> Task to carry out
Go through the data and retrieve each line that includes the string "JSON".

> Provided records
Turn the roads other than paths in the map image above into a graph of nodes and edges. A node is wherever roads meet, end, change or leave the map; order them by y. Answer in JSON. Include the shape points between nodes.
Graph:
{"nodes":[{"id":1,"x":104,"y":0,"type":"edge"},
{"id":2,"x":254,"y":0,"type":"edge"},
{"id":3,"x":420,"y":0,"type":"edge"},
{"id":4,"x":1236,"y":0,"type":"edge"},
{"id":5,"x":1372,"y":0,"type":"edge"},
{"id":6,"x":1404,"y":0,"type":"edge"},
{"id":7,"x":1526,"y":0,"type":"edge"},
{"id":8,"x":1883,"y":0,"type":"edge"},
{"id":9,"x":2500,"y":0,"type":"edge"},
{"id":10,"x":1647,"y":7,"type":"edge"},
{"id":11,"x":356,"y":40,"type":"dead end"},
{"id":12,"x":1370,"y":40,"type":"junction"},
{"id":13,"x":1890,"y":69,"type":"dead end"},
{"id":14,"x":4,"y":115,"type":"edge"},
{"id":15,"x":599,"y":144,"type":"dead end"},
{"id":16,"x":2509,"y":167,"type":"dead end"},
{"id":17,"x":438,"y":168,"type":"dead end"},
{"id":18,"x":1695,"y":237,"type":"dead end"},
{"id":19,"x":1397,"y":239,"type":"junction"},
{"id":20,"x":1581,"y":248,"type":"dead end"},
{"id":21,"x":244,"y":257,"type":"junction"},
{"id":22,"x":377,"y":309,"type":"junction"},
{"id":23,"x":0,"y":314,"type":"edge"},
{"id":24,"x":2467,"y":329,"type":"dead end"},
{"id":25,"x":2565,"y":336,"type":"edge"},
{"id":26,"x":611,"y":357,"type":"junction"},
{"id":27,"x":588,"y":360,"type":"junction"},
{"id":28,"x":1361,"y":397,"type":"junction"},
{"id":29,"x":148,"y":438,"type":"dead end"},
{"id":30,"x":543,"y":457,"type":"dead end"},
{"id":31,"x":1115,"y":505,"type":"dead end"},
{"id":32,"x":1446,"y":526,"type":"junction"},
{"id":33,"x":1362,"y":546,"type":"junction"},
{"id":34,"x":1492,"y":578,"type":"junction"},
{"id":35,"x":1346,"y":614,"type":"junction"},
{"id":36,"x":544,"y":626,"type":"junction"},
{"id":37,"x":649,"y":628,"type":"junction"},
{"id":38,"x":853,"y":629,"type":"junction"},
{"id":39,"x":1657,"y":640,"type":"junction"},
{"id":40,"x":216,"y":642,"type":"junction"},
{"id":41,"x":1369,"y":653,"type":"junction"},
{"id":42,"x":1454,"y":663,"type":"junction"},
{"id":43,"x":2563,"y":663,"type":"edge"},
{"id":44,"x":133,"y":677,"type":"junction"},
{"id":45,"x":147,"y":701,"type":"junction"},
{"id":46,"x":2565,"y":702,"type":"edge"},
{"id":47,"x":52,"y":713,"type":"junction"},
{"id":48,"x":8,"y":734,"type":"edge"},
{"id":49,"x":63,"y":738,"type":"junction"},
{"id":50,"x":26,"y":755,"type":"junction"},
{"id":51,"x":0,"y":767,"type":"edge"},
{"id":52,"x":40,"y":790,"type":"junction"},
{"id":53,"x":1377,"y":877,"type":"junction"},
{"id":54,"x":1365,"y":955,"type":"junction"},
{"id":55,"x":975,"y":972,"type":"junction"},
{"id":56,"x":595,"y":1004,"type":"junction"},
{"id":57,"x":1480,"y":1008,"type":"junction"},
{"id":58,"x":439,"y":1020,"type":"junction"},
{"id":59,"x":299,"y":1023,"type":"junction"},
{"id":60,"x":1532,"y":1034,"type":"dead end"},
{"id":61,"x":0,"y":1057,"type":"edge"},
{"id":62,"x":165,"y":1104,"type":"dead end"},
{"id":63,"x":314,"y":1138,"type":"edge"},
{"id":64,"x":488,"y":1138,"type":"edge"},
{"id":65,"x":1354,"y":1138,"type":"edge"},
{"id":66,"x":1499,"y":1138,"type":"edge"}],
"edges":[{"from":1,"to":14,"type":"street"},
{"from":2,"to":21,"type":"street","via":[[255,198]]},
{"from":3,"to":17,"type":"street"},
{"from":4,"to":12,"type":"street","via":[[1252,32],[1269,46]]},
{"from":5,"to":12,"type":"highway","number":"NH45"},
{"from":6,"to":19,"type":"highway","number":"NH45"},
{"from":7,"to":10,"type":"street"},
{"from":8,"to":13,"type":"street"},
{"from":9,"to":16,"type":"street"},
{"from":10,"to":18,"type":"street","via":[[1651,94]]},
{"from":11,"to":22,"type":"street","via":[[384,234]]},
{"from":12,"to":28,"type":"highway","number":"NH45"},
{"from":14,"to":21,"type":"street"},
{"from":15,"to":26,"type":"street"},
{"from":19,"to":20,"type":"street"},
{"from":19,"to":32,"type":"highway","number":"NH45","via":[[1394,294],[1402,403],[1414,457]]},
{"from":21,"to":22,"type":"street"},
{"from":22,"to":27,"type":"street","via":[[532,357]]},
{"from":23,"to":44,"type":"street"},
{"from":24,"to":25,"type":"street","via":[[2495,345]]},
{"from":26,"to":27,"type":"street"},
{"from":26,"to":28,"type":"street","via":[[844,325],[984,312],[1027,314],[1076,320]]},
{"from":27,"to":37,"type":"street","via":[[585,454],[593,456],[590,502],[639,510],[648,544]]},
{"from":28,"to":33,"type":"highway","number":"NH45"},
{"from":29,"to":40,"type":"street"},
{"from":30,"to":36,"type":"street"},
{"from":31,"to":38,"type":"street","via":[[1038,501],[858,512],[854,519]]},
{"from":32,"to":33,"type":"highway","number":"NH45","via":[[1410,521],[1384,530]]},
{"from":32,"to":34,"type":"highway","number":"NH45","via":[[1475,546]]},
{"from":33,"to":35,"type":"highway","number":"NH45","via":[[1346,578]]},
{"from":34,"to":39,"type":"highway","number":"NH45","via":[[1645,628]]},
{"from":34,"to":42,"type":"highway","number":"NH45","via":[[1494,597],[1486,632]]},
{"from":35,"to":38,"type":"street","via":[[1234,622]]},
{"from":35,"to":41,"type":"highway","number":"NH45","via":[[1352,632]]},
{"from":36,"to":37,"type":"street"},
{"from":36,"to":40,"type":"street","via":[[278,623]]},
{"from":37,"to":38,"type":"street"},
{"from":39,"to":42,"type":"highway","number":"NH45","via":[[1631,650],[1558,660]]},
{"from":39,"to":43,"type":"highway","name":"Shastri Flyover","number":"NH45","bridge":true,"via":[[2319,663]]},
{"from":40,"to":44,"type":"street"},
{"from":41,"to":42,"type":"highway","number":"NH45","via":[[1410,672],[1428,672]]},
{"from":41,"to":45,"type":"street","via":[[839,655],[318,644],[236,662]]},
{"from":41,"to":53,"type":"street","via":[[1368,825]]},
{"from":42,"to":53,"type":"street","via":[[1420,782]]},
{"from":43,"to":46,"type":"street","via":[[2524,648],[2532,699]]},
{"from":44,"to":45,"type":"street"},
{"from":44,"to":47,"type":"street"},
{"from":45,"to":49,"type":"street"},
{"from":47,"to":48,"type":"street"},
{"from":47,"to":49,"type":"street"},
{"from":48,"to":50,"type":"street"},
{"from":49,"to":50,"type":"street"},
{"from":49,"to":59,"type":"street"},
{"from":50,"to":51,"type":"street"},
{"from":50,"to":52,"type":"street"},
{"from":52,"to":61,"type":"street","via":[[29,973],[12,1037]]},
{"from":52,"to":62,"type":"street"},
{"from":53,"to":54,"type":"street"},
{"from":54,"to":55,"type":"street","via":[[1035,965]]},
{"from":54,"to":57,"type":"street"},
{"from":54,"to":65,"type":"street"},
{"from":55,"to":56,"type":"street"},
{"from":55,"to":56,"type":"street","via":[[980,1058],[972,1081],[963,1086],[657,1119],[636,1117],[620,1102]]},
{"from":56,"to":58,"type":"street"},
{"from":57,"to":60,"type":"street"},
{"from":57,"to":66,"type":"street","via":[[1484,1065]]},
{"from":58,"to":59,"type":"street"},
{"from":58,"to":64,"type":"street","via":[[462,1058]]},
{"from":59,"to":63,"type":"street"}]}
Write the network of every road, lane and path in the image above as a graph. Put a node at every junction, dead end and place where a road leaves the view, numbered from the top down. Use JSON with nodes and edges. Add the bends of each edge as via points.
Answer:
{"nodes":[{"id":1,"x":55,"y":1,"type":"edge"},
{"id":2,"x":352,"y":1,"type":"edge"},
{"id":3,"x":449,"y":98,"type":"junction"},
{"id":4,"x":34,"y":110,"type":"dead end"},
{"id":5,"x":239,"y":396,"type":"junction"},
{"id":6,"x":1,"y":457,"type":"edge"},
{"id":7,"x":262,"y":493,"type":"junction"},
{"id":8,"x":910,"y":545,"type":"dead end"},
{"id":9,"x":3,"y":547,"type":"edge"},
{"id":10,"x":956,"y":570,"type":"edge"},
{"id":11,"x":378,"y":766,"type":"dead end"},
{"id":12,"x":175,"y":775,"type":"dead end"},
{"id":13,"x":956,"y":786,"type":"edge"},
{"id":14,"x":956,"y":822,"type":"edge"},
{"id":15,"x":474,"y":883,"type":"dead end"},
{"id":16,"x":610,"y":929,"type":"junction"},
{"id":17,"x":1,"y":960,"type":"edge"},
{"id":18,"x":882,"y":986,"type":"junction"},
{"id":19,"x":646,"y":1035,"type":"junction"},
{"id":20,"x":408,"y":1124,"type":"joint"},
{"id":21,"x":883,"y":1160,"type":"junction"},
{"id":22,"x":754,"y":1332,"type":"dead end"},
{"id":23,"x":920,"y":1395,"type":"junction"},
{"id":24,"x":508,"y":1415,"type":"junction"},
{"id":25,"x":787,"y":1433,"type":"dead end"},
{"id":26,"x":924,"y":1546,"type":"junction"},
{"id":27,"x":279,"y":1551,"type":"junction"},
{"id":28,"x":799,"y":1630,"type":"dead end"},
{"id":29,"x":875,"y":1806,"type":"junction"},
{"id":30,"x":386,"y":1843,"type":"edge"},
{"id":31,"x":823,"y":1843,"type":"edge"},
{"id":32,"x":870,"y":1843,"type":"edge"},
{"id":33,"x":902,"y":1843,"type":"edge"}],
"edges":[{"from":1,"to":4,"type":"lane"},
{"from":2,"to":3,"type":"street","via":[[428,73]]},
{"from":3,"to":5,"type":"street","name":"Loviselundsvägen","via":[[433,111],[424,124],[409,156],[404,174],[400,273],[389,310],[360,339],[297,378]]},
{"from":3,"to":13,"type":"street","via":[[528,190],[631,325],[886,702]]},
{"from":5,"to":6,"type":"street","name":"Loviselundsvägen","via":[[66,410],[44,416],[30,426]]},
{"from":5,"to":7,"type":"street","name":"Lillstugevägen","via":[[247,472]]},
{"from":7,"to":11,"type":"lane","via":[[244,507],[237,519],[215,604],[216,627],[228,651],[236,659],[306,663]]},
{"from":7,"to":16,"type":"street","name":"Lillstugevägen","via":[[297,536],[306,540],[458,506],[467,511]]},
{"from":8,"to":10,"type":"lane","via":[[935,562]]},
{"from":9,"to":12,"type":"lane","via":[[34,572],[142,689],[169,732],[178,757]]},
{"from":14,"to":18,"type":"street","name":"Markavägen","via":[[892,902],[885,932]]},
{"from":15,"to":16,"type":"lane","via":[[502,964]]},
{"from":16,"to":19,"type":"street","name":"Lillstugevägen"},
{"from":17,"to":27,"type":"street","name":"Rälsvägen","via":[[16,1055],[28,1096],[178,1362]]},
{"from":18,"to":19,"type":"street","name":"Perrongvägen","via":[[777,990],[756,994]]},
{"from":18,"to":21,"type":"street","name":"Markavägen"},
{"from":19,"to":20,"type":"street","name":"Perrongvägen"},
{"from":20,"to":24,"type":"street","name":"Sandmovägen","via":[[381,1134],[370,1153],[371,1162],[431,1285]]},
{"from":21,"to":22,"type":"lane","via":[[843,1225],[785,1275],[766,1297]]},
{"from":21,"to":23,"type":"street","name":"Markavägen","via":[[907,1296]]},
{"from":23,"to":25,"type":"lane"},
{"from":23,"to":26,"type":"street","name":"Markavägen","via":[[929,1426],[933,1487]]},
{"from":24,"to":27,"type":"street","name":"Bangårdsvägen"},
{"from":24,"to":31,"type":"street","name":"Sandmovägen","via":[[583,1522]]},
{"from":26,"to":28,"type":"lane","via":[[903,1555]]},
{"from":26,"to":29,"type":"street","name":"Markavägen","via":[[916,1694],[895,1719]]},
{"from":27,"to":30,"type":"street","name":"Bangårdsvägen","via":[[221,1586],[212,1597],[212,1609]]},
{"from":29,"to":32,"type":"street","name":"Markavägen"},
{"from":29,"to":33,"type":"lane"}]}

> Response
Turn the roads other than paths in the map image above into a graph of nodes and edges. A node is wherever roads meet, end, change or leave the map; order them by y. Answer in JSON. Include the shape points between nodes.
Write the network of every road, lane and path in the image above as a graph. Put a node at every junction, dead end and place where a road leaves the view, numbered from the top down. Use JSON with nodes and edges. Add the bends of each edge as via points.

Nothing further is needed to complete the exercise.